→ WORK TASK
Please output exactly the lines below, starting at the line that has "middle tip: (331, 200)" and ending at the line that has "ring tip: (767, 253)", both included; leave out all pictures and include nothing else.

→ EXTRACTED INFORMATION
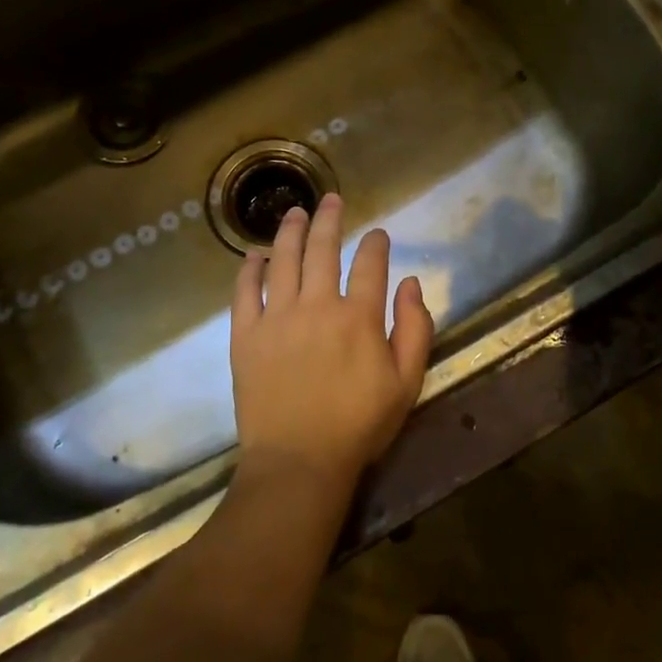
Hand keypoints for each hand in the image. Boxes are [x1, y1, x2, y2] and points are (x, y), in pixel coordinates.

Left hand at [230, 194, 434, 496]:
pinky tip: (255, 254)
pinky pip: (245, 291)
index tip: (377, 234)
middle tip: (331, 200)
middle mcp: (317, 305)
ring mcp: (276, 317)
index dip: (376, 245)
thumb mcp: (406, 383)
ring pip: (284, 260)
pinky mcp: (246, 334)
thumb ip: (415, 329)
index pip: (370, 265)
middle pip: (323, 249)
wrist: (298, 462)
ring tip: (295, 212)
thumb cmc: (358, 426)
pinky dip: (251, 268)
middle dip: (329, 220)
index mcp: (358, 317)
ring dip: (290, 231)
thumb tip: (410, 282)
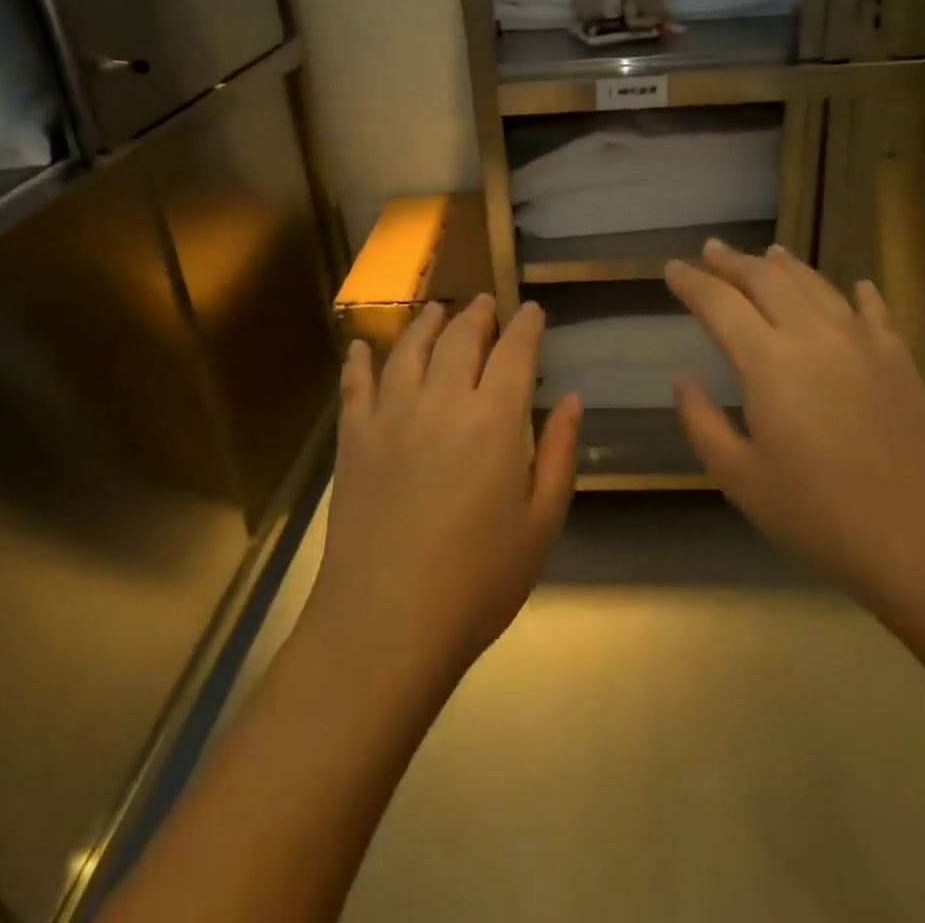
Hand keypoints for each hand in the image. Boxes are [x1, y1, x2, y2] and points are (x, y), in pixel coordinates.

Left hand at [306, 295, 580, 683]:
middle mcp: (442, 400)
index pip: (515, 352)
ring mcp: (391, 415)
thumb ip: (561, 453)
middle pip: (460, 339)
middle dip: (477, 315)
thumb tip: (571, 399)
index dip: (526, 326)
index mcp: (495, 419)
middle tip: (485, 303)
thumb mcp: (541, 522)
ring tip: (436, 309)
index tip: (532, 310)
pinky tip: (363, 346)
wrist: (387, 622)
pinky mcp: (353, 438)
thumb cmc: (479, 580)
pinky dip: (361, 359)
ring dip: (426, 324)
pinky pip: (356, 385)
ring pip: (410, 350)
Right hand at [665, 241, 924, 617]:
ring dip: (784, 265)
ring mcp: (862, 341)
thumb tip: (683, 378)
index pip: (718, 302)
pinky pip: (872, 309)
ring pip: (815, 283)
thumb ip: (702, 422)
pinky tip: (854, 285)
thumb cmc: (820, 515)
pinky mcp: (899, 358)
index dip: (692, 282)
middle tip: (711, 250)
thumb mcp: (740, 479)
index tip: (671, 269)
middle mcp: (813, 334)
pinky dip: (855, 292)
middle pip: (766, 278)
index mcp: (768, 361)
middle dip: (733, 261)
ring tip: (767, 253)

...

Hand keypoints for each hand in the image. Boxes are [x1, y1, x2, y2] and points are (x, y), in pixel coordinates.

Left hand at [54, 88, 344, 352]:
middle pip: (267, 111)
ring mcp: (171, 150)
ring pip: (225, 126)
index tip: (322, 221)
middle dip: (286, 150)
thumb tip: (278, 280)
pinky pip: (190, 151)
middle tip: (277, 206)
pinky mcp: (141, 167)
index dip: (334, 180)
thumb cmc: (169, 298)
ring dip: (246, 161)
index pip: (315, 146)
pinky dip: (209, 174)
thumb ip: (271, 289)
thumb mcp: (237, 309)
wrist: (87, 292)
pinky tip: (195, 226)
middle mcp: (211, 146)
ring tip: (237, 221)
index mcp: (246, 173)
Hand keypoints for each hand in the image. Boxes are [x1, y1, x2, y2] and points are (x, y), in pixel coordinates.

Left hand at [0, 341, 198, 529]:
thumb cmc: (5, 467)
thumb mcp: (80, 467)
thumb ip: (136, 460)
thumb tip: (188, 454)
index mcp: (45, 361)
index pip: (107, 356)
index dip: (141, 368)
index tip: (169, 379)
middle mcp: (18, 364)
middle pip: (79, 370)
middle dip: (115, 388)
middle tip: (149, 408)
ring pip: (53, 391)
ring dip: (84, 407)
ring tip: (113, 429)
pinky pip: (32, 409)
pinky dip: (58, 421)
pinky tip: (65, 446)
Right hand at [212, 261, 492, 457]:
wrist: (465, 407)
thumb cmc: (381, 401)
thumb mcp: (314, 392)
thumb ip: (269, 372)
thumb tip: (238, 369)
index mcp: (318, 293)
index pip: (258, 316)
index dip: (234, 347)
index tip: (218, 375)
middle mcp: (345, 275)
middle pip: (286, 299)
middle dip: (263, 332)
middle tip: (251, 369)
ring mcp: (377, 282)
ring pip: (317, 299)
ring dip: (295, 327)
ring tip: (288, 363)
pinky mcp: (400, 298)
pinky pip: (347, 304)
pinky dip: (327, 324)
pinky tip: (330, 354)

→ ANSWER SECTION
middle tip: (331, 200)
middle mcp: (317, 305)
ring mcp: (276, 317)
index dip: (376, 245)
thumb mcp: (406, 383)
ring pip: (284, 260)
pinky mcp: (246, 334)
thumb ip: (415, 329)
index pip: (370, 265)
middle pip: (323, 249)
wrist: (298, 462)
ring tip: (295, 212)
thumb cmc: (358, 426)
pinky dip: (251, 268)
middle dip: (329, 220)
index mcp: (358, 317)
ring dip: (290, 231)
thumb tip: (410, 282)
Hand keypoints for each hand in the image. Boxes are [x1, y1, x2, y2] and points are (x, y), in pixel coordinates.

Left hand at [306, 295, 580, 683]:
middle mcp: (442, 400)
index pip: (515, 352)
ring mcp: (391, 415)
thumb ip: (561, 453)
middle pip: (460, 339)
middle dip: (477, 315)
thumb tip: (571, 399)
index dip: (526, 326)
index mcp: (495, 419)
middle tip: (485, 303)
thumb mcp: (541, 522)
ring tip: (436, 309)
index tip: (532, 310)
pinky tip: (363, 346)
wrist: (387, 622)
pinky mcp: (353, 438)
thumb cmc: (479, 580)
pinky dip: (361, 359)
ring dip: (426, 324)
pinky pip: (356, 385)
ring pip: (410, 350)
Right hand at [665, 241, 924, 617]:
ring dip: (784, 265)
ring mcp: (862, 341)
thumb tip: (683, 378)
index pip: (718, 302)
pinky pip: (872, 309)
ring pip: (815, 283)
thumb ip: (702, 422)
pinky tip: (854, 285)
thumb cmc: (820, 515)
pinky mcp: (899, 358)
index dip: (692, 282)
middle tip: (711, 250)
thumb mcp: (740, 479)
index tip: (671, 269)
middle mcp: (813, 334)
pinky dip: (855, 292)
middle pip: (766, 278)
index mcp: (768, 361)
middle dip: (733, 261)
ring tip: (767, 253)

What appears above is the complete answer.